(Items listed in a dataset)
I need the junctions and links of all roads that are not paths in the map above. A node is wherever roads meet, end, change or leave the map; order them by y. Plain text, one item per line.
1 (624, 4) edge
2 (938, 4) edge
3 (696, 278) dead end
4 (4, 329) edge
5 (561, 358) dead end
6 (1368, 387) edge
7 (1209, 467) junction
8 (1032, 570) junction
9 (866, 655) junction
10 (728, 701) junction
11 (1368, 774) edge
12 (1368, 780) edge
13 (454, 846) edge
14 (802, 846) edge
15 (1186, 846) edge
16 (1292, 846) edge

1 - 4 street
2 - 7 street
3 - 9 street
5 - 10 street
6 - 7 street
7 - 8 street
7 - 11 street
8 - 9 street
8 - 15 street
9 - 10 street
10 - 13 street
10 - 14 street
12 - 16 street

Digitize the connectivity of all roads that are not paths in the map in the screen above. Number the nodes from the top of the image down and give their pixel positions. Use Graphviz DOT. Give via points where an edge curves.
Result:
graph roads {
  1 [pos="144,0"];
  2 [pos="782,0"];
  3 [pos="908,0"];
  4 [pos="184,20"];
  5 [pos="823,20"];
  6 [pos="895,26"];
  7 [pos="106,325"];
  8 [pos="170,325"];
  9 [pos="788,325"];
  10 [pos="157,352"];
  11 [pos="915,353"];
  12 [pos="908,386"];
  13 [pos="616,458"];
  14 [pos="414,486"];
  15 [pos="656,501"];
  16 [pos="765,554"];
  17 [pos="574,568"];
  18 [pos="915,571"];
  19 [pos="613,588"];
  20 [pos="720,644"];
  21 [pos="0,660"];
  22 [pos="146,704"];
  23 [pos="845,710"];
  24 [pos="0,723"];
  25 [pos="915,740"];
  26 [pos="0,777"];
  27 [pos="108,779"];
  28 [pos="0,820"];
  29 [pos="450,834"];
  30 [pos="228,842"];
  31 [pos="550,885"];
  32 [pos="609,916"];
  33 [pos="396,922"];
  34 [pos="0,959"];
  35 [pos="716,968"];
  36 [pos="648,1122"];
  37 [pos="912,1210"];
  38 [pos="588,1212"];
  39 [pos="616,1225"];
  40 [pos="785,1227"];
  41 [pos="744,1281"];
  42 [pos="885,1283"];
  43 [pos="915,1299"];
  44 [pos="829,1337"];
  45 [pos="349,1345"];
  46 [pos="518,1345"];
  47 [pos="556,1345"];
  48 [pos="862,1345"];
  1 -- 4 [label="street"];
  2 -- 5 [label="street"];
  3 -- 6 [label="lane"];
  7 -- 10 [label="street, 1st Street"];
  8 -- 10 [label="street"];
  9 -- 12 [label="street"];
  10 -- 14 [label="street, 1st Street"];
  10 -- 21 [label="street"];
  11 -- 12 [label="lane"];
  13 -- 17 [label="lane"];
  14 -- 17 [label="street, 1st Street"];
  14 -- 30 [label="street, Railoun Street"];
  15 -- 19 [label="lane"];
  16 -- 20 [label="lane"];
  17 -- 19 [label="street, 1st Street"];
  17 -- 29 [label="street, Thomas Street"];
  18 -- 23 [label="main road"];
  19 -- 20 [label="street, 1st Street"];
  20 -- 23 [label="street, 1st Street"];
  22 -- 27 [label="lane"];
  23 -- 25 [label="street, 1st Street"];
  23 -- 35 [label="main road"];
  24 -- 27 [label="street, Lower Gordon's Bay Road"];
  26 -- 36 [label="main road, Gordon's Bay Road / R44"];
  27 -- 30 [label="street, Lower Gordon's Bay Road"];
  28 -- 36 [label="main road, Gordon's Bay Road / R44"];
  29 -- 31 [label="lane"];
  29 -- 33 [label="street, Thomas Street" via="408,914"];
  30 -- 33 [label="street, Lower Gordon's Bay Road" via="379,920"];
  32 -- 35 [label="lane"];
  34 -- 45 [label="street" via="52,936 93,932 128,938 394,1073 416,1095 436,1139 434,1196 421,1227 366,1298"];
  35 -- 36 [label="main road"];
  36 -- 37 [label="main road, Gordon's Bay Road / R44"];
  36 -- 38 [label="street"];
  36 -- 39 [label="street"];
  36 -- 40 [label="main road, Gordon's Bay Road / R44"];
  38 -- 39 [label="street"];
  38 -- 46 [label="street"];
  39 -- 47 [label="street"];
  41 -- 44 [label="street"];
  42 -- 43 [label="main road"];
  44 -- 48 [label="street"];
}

◆ **Your task**: Show the lines of the entries that include the string "Thomas", copying each in full.

◆ **Task answer**:
  17 -- 29 [label="street, Thomas Street"];
  29 -- 33 [label="street, Thomas Street" via="408,914"];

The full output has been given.